The push-pull test40 is performed by placing the patient in the supine position with the arm in 90 degrees of abduction and neutral rotation. The examiner then grasps the wrist and “pulls” with one hand in line with the axis of the arm. Using the other hand, the shoulder is “pushed” posteriorly with one hand and the other hand is then placed on the proximal humerus. While pulling with the hand holding the wrist, the examiner simultaneously pushes the proximal humerus posteriorly with the other hand. The test is positive when the maneuver reproduces the patient’s pain/symptoms (Figure 20-4). In these tests, if a shoulder remains out, it is indicative of bone loss.

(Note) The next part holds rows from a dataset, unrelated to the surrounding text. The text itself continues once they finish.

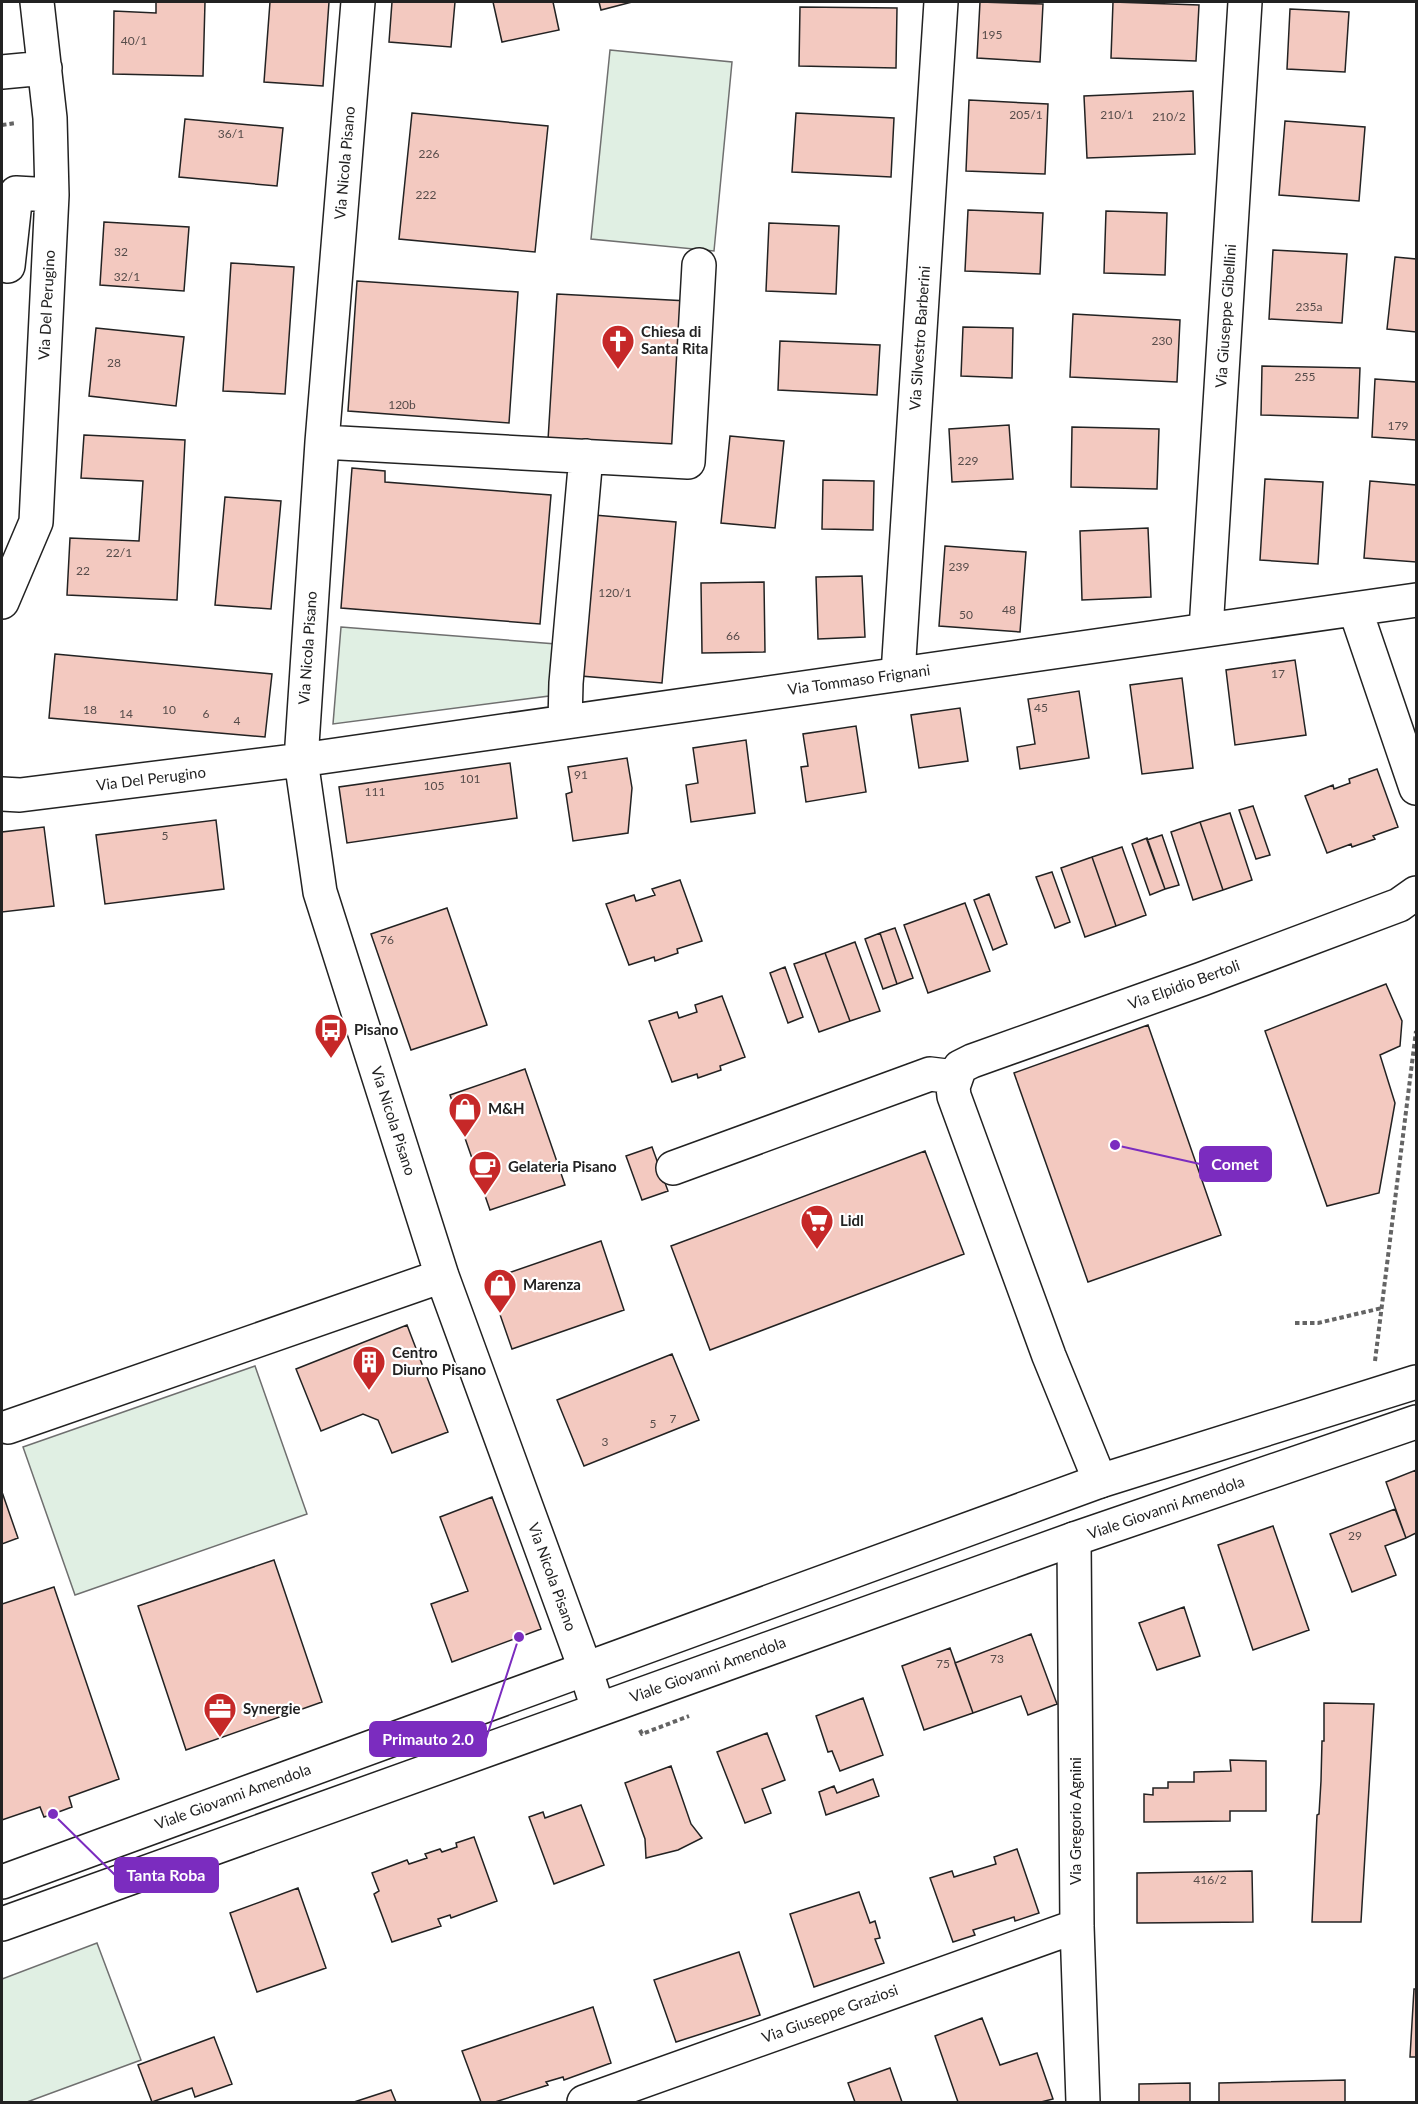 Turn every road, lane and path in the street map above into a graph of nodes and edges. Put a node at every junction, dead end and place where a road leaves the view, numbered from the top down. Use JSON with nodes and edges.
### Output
{"nodes":[{"id":1,"x":37,"y":2,"type":"edge"},
{"id":2,"x":358,"y":2,"type":"edge"},
{"id":3,"x":941,"y":2,"type":"edge"},
{"id":4,"x":1245,"y":2,"type":"edge"},
{"id":5,"x":45,"y":68,"type":"junction"},
{"id":6,"x":2,"y":72,"type":"edge"},
{"id":7,"x":52,"y":195,"type":"junction"},
{"id":8,"x":699,"y":265,"type":"dead end"},
{"id":9,"x":8,"y":266,"type":"dead end"},
{"id":10,"x":322,"y":442,"type":"junction"},
{"id":11,"x":586,"y":456,"type":"junction"},
{"id":12,"x":1416,"y":600,"type":"edge"},
{"id":13,"x":2,"y":602,"type":"edge"},
{"id":14,"x":1355,"y":609,"type":"junction"},
{"id":15,"x":1206,"y":630,"type":"junction"},
{"id":16,"x":898,"y":674,"type":"junction"},
{"id":17,"x":565,"y":722,"type":"junction"},
{"id":18,"x":301,"y":760,"type":"junction"},
{"id":19,"x":1416,"y":788,"type":"edge"},
{"id":20,"x":2,"y":794,"type":"edge"},
{"id":21,"x":1416,"y":893,"type":"edge"},
{"id":22,"x":1416,"y":1031,"type":"edge"},
{"id":23,"x":955,"y":1077,"type":"junction"},
{"id":24,"x":673,"y":1168,"type":"dead end"},
{"id":25,"x":442,"y":1276,"type":"junction"},
{"id":26,"x":1382,"y":1308,"type":"junction"},
{"id":27,"x":1295,"y":1323,"type":"dead end"},
{"id":28,"x":1375,"y":1361,"type":"dead end"},
{"id":29,"x":1416,"y":1382,"type":"edge"},
{"id":30,"x":1416,"y":1422,"type":"edge"},
{"id":31,"x":8,"y":1427,"type":"dead end"},
{"id":32,"x":1100,"y":1481,"type":"junction"},
{"id":33,"x":1074,"y":1539,"type":"junction"},
{"id":34,"x":585,"y":1668,"type":"junction"},
{"id":35,"x":598,"y":1710,"type":"junction"},
{"id":36,"x":2,"y":1882,"type":"edge"},
{"id":37,"x":2,"y":1924,"type":"edge"},
{"id":38,"x":1077,"y":1926,"type":"junction"},
{"id":39,"x":584,"y":2103,"type":"edge"},
{"id":40,"x":1083,"y":2103,"type":"edge"}],
"edges":[{"from":1,"to":5,"type":"street","name":"Via Del Perugino"},
{"from":2,"to":10,"type":"street","name":"Via Nicola Pisano"},
{"from":3,"to":16,"type":"street","name":"Via Silvestro Barberini"},
{"from":4,"to":15,"type":"street","name":"Via Giuseppe Gibellini"},
{"from":5,"to":6,"type":"street"},
{"from":5,"to":7,"type":"street","name":"Via Del Perugino"},
{"from":7,"to":9,"type":"street"},
{"from":7,"to":13,"type":"street","name":"Via Del Perugino"},
{"from":8,"to":11,"type":"street"},
{"from":10,"to":11,"type":"street"},
{"from":10,"to":18,"type":"street","name":"Via Nicola Pisano"},
{"from":11,"to":17,"type":"street"},
{"from":12,"to":14,"type":"street","name":"Via Tommaso Frignani"},
{"from":14,"to":15,"type":"street","name":"Via Tommaso Frignani"},
{"from":14,"to":19,"type":"street"},
{"from":15,"to":16,"type":"street","name":"Via Tommaso Frignani"},
{"from":16,"to":17,"type":"street","name":"Via Tommaso Frignani"},
{"from":17,"to":18,"type":"street","name":"Via Tommaso Frignani"},
{"from":18,"to":20,"type":"street","name":"Via Del Perugino"},
{"from":18,"to":25,"type":"street","name":"Via Nicola Pisano"},
{"from":21,"to":23,"type":"street","name":"Via Elpidio Bertoli"},
{"from":22,"to":26,"type":"path"},
{"from":23,"to":24,"type":"street"},
{"from":23,"to":32,"type":"street"},
{"from":25,"to":31,"type":"street"},
{"from":25,"to":34,"type":"street","name":"Via Nicola Pisano"},
{"from":26,"to":27,"type":"path"},
{"from":26,"to":28,"type":"path"},
{"from":29,"to":32,"type":"street","name":"Viale Giovanni Amendola"},
{"from":30,"to":33,"type":"street","name":"Viale Giovanni Amendola"},
{"from":32,"to":34,"type":"street","name":"Viale Giovanni Amendola"},
{"from":33,"to":35,"type":"street","name":"Viale Giovanni Amendola"},
{"from":33,"to":38,"type":"street","name":"Via Gregorio Agnini"},
{"from":34,"to":35,"type":"street","name":"Via Nicola Pisano"},
{"from":34,"to":36,"type":"street","name":"Viale Giovanni Amendola"},
{"from":35,"to":37,"type":"street","name":"Viale Giovanni Amendola"},
{"from":38,"to":39,"type":"street","name":"Via Giuseppe Graziosi"},
{"from":38,"to":40,"type":"street","name":"Via Gregorio Agnini"}]}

IMAGING AND SURGICAL DECISION MAKING
Standard imaging begins with anteroposterior, axillary, and scapular-Y radiographs to ensure orthogonal views of the joint are obtained.22,37,39 If the patient is not able to achieve adequate abduction, the Velpeau view,42 with the patient leaning backward 20 to 30 degrees with the beam directed from cranial to caudal centered on the glenohumeral joint, can be used. The classic “lightbulb sign” or “half-moon sign” will often be present on anteroposterior radiographs.43 Nonetheless, the axillary view has been shown to be most sensitive for the detection of posterior instability on plain radiographs.44,45
Although plain radiographs can show bony deformity when large enough, further advanced imaging with computed tomography (CT) scan and MRI are often required for more detailed characterization. Several studies have shown that CT is most useful for defining humeral head and glenoid defects,46–48 whereas MRI is especially useful for detecting concomitant capsulolabral injury.11,49 Often, a CT scan paired with MRI can ensure the most accurate diagnosis and that all injuries are accounted for.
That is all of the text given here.